DIRECTIONS: Return each line of the records holding the string "Left".

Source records
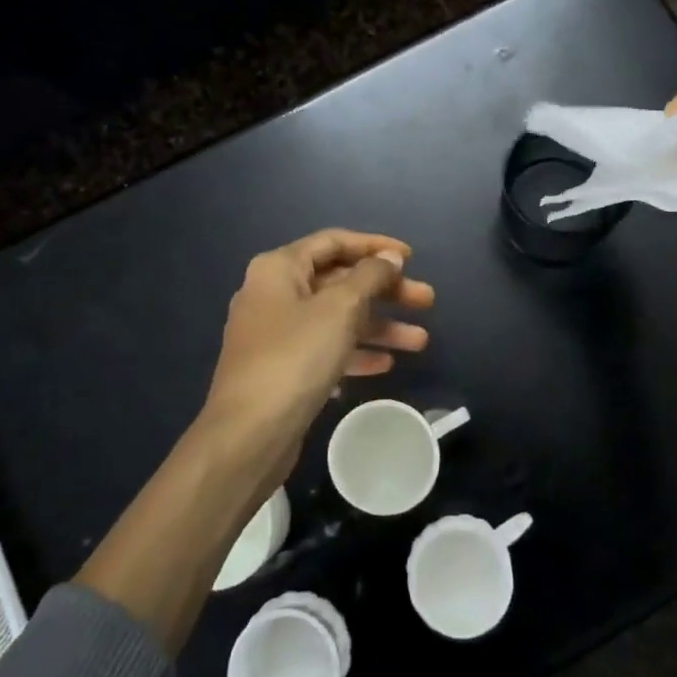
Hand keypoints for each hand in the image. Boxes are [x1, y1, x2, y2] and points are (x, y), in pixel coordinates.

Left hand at [196, 230, 434, 490]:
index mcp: (279, 268)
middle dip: (385, 292)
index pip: (334, 242)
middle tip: (427, 302)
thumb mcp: (339, 309)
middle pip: (339, 282)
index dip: (375, 246)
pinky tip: (385, 365)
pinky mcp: (282, 369)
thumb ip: (370, 277)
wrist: (249, 434)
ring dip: (379, 327)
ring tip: (421, 342)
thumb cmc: (295, 357)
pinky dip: (355, 352)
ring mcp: (276, 334)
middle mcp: (274, 294)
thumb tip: (390, 257)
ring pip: (337, 319)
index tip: (412, 258)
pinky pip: (326, 349)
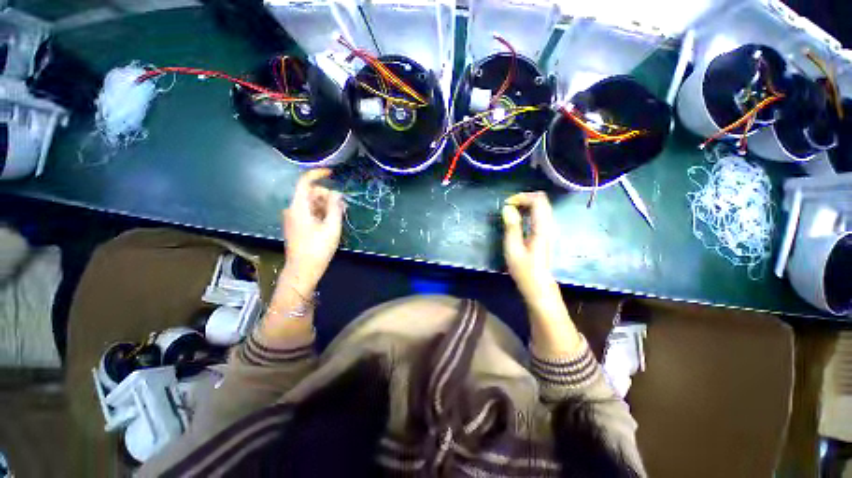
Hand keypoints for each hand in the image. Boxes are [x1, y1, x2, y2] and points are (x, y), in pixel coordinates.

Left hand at [282, 168, 343, 291]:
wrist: (302, 269)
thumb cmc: (318, 248)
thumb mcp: (332, 227)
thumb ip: (335, 207)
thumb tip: (337, 193)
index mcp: (299, 207)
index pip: (305, 182)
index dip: (318, 174)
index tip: (332, 174)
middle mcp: (292, 209)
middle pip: (310, 193)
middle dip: (327, 196)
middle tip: (343, 206)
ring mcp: (293, 218)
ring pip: (311, 203)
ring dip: (326, 205)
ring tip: (340, 215)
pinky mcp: (296, 225)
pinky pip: (309, 212)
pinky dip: (321, 212)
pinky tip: (331, 221)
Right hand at [502, 192, 556, 301]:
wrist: (538, 285)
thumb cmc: (524, 269)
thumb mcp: (513, 249)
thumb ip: (511, 227)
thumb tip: (508, 208)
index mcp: (542, 228)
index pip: (538, 200)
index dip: (522, 197)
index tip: (507, 205)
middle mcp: (550, 225)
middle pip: (542, 200)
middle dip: (524, 198)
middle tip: (508, 206)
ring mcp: (550, 229)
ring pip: (542, 206)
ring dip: (526, 204)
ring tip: (511, 211)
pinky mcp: (547, 233)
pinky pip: (540, 213)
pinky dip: (529, 210)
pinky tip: (519, 218)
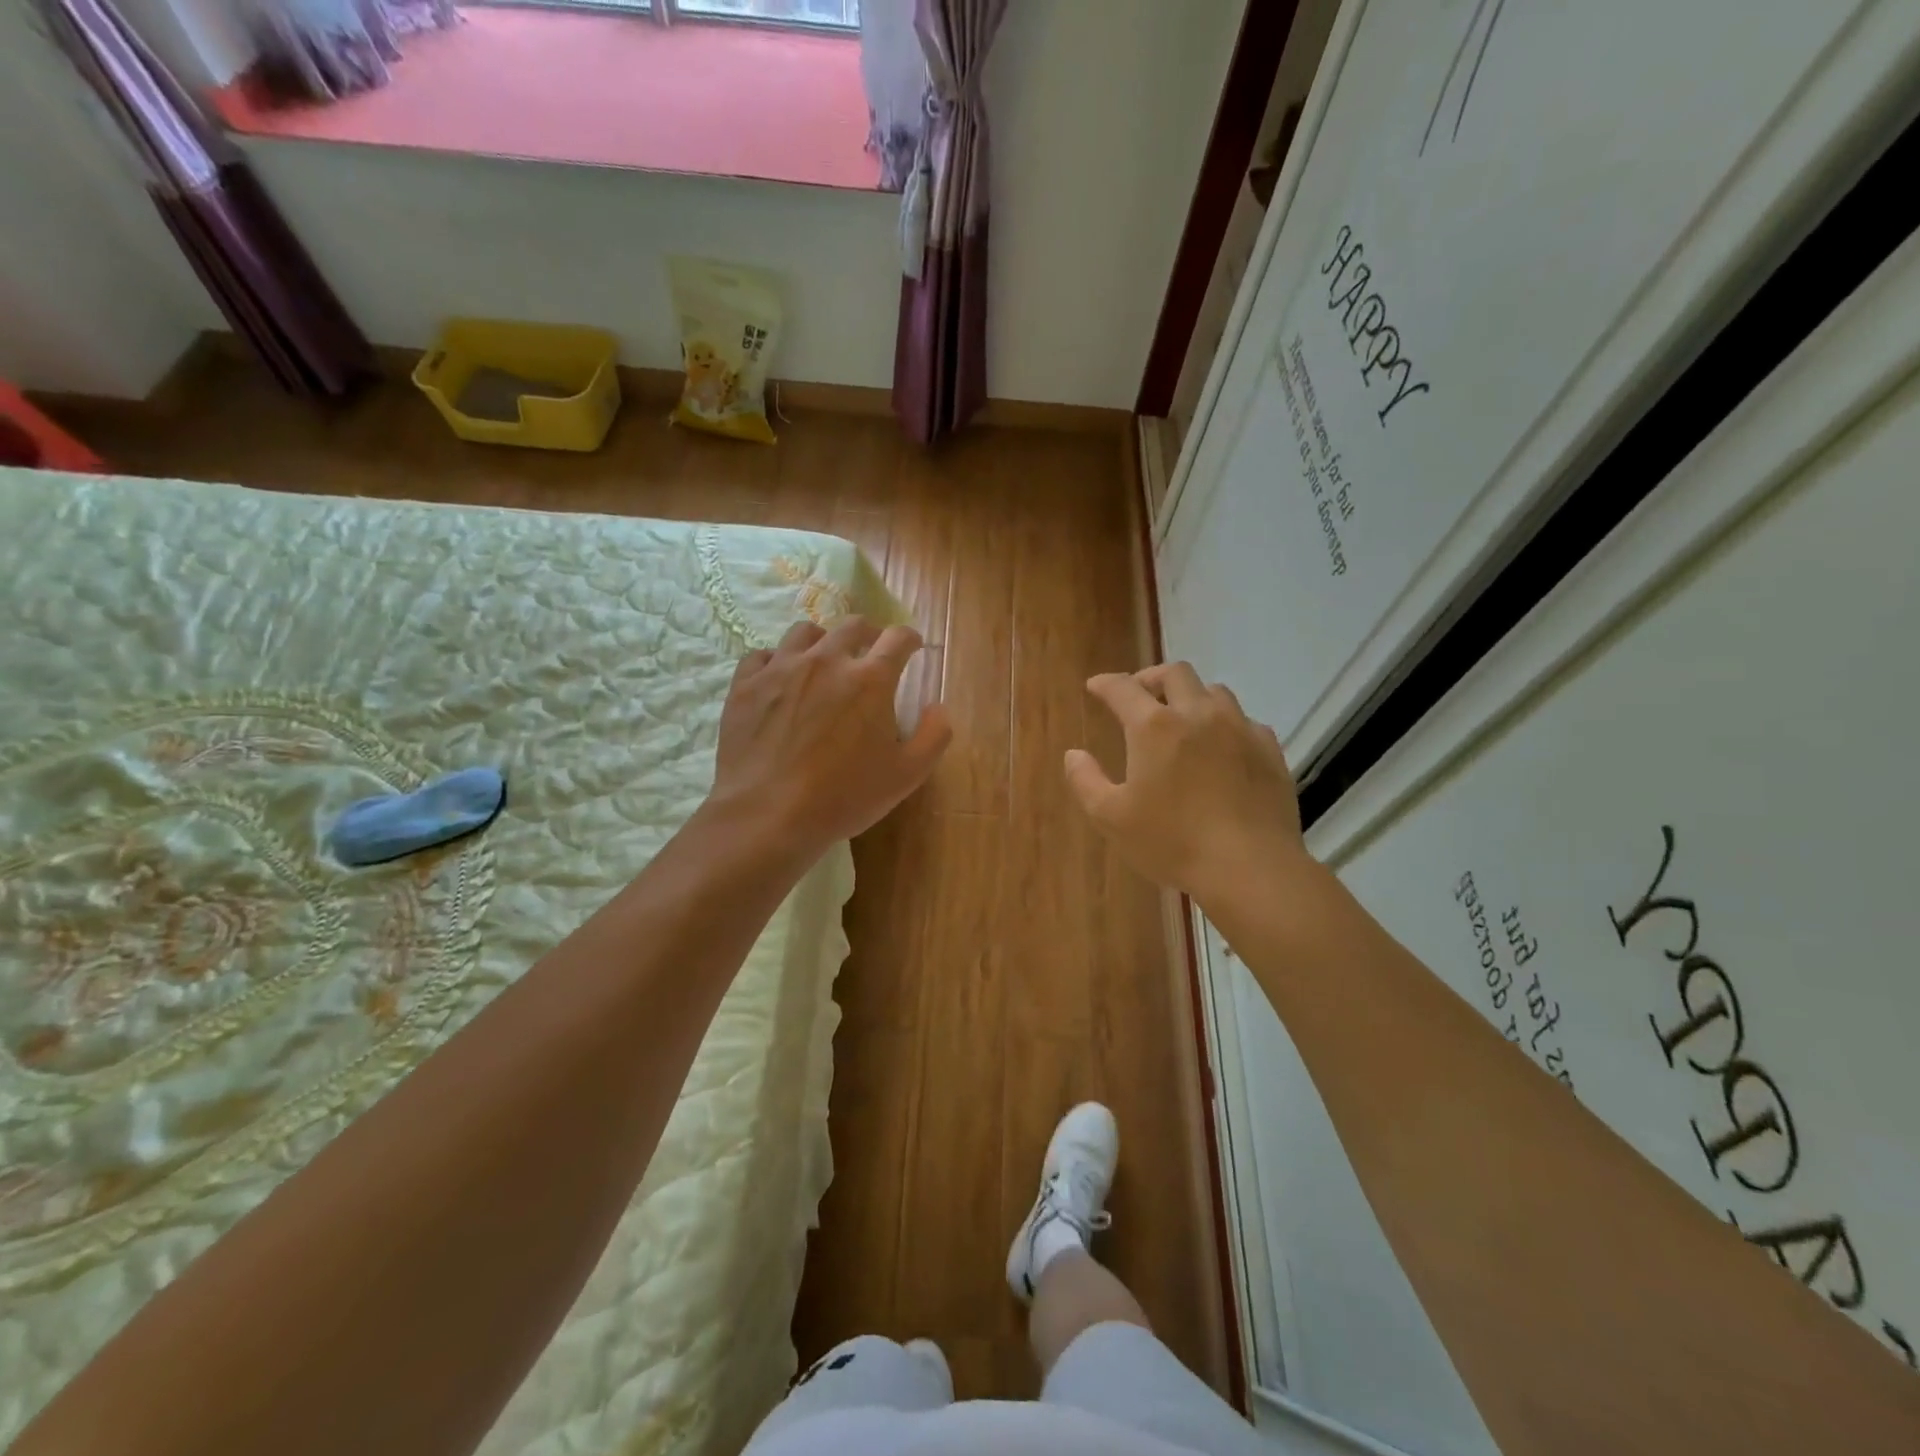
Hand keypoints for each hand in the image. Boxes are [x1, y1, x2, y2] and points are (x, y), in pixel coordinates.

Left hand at [710, 617, 950, 855]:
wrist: (768, 815)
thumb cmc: (844, 797)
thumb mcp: (907, 775)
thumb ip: (934, 735)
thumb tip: (937, 707)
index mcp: (870, 679)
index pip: (898, 638)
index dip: (909, 639)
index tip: (911, 647)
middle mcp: (826, 660)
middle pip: (852, 625)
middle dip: (868, 633)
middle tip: (870, 651)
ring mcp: (781, 668)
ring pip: (804, 632)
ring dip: (822, 640)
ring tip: (823, 660)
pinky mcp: (746, 684)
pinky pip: (761, 655)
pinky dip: (776, 661)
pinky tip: (779, 679)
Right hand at [1065, 663, 1311, 906]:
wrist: (1250, 867)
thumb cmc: (1172, 842)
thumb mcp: (1111, 818)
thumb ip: (1085, 781)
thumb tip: (1074, 754)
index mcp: (1154, 727)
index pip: (1123, 688)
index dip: (1106, 684)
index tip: (1096, 686)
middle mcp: (1198, 714)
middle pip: (1175, 673)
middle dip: (1151, 678)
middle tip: (1139, 695)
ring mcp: (1239, 728)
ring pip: (1214, 691)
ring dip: (1191, 696)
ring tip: (1182, 718)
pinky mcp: (1269, 749)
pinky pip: (1244, 721)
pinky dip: (1225, 724)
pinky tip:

OUTPUT:
Left hand at [196, 230, 434, 490]:
Left hand at [282, 168, 343, 291]:
Left hand at [710, 617, 950, 855]:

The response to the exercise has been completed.